Football Premier League

Are brands getting the best value from their Premier League sponsorships?

By Luca Massaro, managing director

September 11, 2015 | 5 min read

With research claiming that Premier League shirt sponsors are losing £10m per year, many are calling out for a wholesale transformation in brand strategy. However, people need to tread carefully and take the report with a pinch of salt.

Whilst the headline is visually arresting and emotionally stirring, it’s important to note that many Premier League shirt sponsors have done an impressive job of marketing their brands across a range of platforms and regions. That being said, there is definitely room for improvement. By using a reach, engage and convert model, brand sponsors will be better positioned to take advantage of existing partnerships.

Market mix

The Premier League’s platform as a global event proves particularly appealing to sponsors eager to penetrate lesser developed areas, known as ‘dark markets’. Having your name sprawled across the chest of world renowned football players might offer incredible global exposure, but on its own cannot suffice.

Although this exposure, or ‘market mix,’ extends into multiple facets of daily life, brands must do more to capitalise on this existing infrastructure. The truth is never as prosaic as it seems – by developing and implementing a bespoke marketing strategy, brands can look to bait, line and hook fans in a more efficient and targeted manner.

The first area of sponsorship strategy returns to the idea of ‘reach’. Premier League kit sponsorship carries with it the potential for a number of different verticals; it’s important that brands align themselves with a club that matches their intended objectives.

Proper analysis of a club’s market reach will enable brands to capitalise on existing fan bases. For example, betting companies are particularly keen to exploit ‘dark markets,’ typically in the Far East, and use the Premier League as a global platform to achieve these objectives; even industry-leading companies such as Yokohama, Etihad and Emirates factor in these deliverables. Selecting a club is a very refined process. The smart brand will devote a considerable amount of research into market penetration and consumer reach.

Engage to excite

Outreach comes as the first natural step in a brand’s marketing strategy, but the real bread and butter arrives in the form of engagement and interactive content. We call these tools ‘sticky environments,’ for their ability to not merely reach fans, but turn awareness into engagement. ‘Liking’ a page on Facebook and ‘following’ brands and teams on Twitter, Instagram and YouTube creates another layer of conversation in the engagement process. To build relationships, brands must buck the trend of incessant 'salesy' advertising, an archaic process which treats the consumer as no more than another dollar sign.

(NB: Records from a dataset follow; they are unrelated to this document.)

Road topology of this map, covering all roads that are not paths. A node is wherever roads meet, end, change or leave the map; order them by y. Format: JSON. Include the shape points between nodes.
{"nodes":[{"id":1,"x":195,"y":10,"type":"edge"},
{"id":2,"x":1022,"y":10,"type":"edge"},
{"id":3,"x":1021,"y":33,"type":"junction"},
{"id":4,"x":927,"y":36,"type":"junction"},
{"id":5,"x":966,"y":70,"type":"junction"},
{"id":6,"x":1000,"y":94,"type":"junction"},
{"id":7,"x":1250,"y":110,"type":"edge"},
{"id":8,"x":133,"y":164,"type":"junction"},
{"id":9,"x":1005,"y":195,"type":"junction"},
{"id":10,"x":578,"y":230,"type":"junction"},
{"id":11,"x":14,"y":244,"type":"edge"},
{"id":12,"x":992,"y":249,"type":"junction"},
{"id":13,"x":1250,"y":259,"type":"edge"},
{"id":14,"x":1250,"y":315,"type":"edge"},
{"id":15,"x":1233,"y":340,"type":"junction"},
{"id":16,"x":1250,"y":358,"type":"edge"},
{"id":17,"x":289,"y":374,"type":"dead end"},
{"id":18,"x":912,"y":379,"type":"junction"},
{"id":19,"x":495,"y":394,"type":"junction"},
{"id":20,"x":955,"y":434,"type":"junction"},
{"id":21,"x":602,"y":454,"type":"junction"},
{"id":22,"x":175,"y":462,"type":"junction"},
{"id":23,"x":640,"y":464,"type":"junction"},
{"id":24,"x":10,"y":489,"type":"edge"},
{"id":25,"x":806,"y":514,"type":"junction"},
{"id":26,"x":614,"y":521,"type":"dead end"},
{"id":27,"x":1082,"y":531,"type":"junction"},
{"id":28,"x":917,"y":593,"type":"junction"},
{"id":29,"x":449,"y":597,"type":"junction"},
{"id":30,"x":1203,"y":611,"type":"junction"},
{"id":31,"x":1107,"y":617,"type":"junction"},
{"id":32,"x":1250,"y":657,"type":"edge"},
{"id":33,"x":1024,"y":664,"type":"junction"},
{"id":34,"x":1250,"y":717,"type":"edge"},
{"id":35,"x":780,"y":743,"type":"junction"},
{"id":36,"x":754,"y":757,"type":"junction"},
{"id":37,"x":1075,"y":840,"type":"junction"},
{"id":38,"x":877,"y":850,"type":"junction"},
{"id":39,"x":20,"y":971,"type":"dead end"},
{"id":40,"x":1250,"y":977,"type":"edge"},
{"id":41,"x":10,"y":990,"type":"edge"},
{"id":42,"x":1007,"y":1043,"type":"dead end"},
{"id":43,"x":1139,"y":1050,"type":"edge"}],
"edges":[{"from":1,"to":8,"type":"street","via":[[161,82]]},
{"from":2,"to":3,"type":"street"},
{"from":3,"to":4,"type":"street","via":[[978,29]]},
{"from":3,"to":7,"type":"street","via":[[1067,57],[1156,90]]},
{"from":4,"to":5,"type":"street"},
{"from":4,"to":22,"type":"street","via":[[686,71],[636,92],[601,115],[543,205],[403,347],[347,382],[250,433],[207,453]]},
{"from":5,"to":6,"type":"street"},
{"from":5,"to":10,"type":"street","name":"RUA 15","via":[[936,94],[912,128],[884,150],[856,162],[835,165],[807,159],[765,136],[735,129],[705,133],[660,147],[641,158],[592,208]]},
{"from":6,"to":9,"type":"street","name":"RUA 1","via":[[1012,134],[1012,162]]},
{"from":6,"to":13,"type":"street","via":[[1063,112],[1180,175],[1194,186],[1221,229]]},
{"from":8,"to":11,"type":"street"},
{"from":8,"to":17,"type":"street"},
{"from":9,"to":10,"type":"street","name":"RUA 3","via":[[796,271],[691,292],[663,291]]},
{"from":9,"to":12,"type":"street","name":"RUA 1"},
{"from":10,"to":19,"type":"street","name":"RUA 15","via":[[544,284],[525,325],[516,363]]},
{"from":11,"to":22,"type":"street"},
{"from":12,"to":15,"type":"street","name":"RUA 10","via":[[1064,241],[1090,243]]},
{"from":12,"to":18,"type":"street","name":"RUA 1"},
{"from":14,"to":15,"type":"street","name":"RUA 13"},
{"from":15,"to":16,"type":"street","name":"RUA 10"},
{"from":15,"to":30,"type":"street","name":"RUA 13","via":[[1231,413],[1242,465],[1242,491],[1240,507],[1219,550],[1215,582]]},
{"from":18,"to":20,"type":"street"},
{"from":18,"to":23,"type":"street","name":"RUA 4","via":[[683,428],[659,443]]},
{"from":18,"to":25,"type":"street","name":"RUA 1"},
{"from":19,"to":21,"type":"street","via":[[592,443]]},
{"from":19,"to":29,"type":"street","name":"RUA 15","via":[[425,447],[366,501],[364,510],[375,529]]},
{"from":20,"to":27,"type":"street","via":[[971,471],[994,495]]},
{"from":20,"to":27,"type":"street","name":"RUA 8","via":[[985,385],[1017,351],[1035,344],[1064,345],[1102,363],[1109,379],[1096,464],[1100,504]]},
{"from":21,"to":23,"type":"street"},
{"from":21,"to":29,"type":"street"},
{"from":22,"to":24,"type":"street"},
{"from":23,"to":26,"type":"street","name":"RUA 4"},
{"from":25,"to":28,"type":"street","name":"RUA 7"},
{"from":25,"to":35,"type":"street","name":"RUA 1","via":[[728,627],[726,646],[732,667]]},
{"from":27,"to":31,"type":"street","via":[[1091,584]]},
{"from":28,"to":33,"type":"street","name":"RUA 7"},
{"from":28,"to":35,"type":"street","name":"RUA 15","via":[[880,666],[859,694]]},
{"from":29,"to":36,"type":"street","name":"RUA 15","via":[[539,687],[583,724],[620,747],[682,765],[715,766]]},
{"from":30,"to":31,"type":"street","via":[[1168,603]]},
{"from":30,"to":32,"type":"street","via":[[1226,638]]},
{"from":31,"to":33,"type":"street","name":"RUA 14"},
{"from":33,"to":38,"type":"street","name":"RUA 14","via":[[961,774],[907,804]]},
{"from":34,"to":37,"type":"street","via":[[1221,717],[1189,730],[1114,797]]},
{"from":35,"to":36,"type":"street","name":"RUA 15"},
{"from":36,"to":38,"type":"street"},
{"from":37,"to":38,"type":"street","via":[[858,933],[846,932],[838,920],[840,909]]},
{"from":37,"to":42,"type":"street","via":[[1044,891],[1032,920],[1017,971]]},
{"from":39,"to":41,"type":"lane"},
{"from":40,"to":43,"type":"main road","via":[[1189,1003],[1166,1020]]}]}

Gamification has become a clever way for the adept brand to draw in consumers without explicitly marketing a product or service. The savvy marketer will look to exploit this area, particularly as users shy away from traditional forms of advertising. Just as electrifying football thrills fans off the pitch, so too does exciting marketing. In charting the digital waters, ‘sticky environments’ cut to the core of how we measure successful marketing. These techniques ensure that user retention remains high, which helps keep an audience coming back for more.

Tapping into the natural pull of social media can benefit the struggling football sponsor. After all, the benefits of this stage are pivotal to a brand’s overall success; by creating ‘sticky environments,’ brands can hook fans into their products and services by offering content that not only pleases but engages.

Conversion flows from engagement

Once sponsors develop a refined strategy to engage a target market, the act of converting them into lifelong fans is far less taxing; it flows naturally from the process. Though on the face of it our modern world appears increasingly digitalised and automated, numbers are ultimately trumped by the human element, which still proves the guiding force in B2C marketing.

It’s important that sponsors don’t view fans as merely another number in their portfolio. Successful brands treat the consumer as an individual, discovering their likes and dislikes and building a strategy that drives at their unique persona. In marketing, just as in life, building a relationship goes a long way towards reaching, engaging and converting a target audience. For the struggling Premier League sponsor, more effort needs to be made in delivering and producing content that people can actively get involved with.

As competition on the pitch soars so too do brand rivalries off it. The most successful Premier League shirt sponsor remains focused on certain key deliverables: align with an appropriate club, reach a targeted audience, engage with exciting material, and allow conversion to develop naturally. For brands trying to generate greater returns on Premier League investment, this complex mosaic of B2C interaction can be made all the easier when companies follow a clear and proven path.